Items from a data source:
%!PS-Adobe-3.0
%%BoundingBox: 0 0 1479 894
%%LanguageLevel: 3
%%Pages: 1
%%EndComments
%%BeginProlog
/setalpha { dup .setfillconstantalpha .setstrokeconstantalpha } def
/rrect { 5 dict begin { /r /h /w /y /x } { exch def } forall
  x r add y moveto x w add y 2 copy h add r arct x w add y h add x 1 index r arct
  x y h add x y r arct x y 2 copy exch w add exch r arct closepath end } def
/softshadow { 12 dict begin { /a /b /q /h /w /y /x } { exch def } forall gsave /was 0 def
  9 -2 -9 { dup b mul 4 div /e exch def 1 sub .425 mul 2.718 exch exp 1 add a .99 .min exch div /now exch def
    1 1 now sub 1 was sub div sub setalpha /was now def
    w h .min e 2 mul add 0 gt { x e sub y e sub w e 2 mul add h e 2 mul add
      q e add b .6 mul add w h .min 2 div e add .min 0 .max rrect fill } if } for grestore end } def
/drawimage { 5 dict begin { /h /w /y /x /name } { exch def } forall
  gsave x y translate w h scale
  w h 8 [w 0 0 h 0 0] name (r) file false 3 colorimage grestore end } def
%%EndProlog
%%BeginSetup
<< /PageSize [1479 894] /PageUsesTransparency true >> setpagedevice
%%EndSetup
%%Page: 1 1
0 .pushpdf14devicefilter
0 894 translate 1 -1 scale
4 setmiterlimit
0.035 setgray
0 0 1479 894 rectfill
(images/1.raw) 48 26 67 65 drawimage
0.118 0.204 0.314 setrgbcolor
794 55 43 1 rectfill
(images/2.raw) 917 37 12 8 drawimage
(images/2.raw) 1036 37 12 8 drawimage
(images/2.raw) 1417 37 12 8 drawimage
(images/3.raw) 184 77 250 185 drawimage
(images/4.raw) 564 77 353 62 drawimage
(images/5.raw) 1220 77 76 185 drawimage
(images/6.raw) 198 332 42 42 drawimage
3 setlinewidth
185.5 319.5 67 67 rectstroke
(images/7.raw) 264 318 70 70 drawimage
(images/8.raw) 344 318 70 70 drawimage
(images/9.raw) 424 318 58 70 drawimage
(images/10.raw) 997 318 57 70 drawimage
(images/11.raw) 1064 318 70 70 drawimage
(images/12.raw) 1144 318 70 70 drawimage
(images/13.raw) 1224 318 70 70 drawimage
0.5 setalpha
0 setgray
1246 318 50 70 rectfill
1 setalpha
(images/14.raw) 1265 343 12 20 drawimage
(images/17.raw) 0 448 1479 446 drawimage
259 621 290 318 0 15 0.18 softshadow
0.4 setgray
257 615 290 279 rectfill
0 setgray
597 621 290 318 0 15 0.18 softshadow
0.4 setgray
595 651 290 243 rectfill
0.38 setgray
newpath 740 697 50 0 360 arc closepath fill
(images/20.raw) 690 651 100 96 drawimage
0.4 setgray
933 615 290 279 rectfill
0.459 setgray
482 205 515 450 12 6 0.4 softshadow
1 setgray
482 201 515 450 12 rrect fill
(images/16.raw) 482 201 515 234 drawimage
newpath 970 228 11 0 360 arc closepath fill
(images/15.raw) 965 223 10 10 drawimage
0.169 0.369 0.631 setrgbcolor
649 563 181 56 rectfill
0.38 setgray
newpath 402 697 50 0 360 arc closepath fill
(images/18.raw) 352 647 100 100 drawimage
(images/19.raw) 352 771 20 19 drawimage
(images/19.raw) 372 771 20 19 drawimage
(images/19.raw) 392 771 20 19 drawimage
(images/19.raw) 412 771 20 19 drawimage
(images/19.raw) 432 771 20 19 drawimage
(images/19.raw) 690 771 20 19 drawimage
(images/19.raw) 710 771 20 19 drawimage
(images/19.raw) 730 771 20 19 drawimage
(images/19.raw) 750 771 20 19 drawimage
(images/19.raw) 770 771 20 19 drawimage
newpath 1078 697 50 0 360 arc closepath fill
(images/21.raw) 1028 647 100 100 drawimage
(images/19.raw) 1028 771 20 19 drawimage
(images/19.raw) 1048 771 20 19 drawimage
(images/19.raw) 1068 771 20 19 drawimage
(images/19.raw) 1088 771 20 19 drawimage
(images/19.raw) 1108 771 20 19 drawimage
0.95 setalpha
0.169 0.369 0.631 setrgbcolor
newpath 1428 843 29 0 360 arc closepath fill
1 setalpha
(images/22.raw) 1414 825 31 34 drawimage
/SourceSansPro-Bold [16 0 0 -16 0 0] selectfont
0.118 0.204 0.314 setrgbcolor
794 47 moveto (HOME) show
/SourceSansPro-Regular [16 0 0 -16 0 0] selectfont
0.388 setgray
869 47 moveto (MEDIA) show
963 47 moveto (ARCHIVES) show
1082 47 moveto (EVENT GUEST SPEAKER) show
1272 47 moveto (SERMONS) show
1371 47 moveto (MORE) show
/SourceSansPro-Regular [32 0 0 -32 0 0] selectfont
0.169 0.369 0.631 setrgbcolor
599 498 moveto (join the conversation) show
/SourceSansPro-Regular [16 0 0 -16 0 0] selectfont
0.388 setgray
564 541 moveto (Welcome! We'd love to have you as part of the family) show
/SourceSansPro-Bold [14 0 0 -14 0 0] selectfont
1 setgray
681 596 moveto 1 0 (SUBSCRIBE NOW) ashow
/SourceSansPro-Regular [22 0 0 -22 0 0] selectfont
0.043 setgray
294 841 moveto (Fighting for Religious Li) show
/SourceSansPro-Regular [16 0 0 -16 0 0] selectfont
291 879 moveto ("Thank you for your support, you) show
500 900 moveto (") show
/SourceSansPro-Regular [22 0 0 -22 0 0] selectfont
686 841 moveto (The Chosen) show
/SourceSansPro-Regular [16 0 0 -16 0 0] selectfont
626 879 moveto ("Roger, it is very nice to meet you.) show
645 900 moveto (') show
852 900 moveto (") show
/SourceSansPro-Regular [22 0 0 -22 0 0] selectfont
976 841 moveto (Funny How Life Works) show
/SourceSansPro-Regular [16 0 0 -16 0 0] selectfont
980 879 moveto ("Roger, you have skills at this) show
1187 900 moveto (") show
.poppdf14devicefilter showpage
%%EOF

Exercise:
Write out each line above that contains the word "copy".

Response below:
  x r add y moveto x w add y 2 copy h add r arct x w add y h add x 1 index r arct
  x y h add x y r arct x y 2 copy exch w add exch r arct closepath end } def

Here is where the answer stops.